Others delayed vaccination because they felt unlikely to become seriously ill from COVID-19. Jacob Clifton, who works as a crop consultant in Arkansas, said he delayed signing up for a shot when he became eligible because he saw himself in a low risk job and as a youngster. and healthy – but healthy people can still easily pass viruses onto others, experts say.

“I just wanted… people higher on the list to get it before me,” Clifton said.

Meanwhile, his wife Hailey said she was worried because she had heard unfounded rumors that the vaccine could lead to infertility.

In the end, they both got vaccinated.

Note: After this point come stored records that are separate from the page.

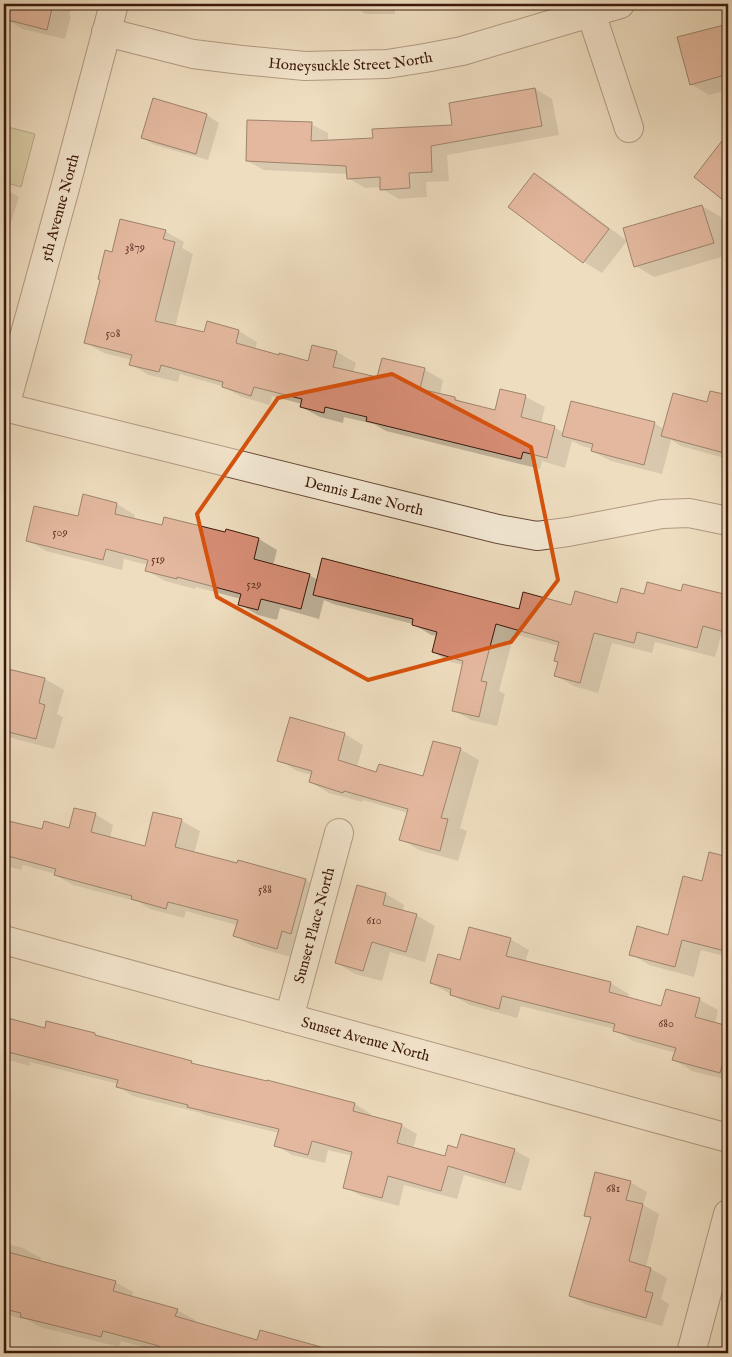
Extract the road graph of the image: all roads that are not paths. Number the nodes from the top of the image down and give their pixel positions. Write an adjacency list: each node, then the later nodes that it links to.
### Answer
1 (114, 4): 4 (street, 5th Avenue North)
2 (620, 4): 3 (street, Honeysuckle Street North)
3 (591, 13): 4 (street, Honeysuckle Street North); 5 (street)
4 (106, 32): 6 (street, 5th Avenue North)
5 (629, 128)
6 (4, 408): 7 (street, Dennis Lane North)
7 (728, 521)
8 (339, 833): 10 (street, Sunset Place North)
9 (4, 940): 10 (street, Sunset Avenue North)
10 (289, 1018): 11 (street, Sunset Avenue North)
11 (728, 1138)
12 (728, 1214): 13 (street)
13 (691, 1353)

Emergency room nurse Hailey Clifton said she relied on advice from colleagues at the hospital, as well as advice from the Centers for Disease Control and Prevention and the American College of Obstetricians and Gynecologists.

His workplace, St. Bernard’s Medical Center, also hosted a video conference with staff and his OBGYN department to provide vaccine training.

Now, the Cliftons have told ABC they no longer have to worry about being around their almost 2-year-old son and family.

Ohio’s grandmother Haifa Palazzo said it made sense for some people to have questions about COVID-19 vaccines. But relying on accurate information and reliable sources can help people make informed decisions and end the pandemic, “so that we can get closer to our normal lives and activities,” she said. .

“We have to be there just like the soldiers were there for the war,” Palazzo said. “The nurses were there on the front line, the doctors, we have to do our part, which is to get vaccinated.”

Dr Jade A. Cobern, a Baltimore pediatric resident entering the field of preventive medicine, is a contributor to the ABC News Medical Unit.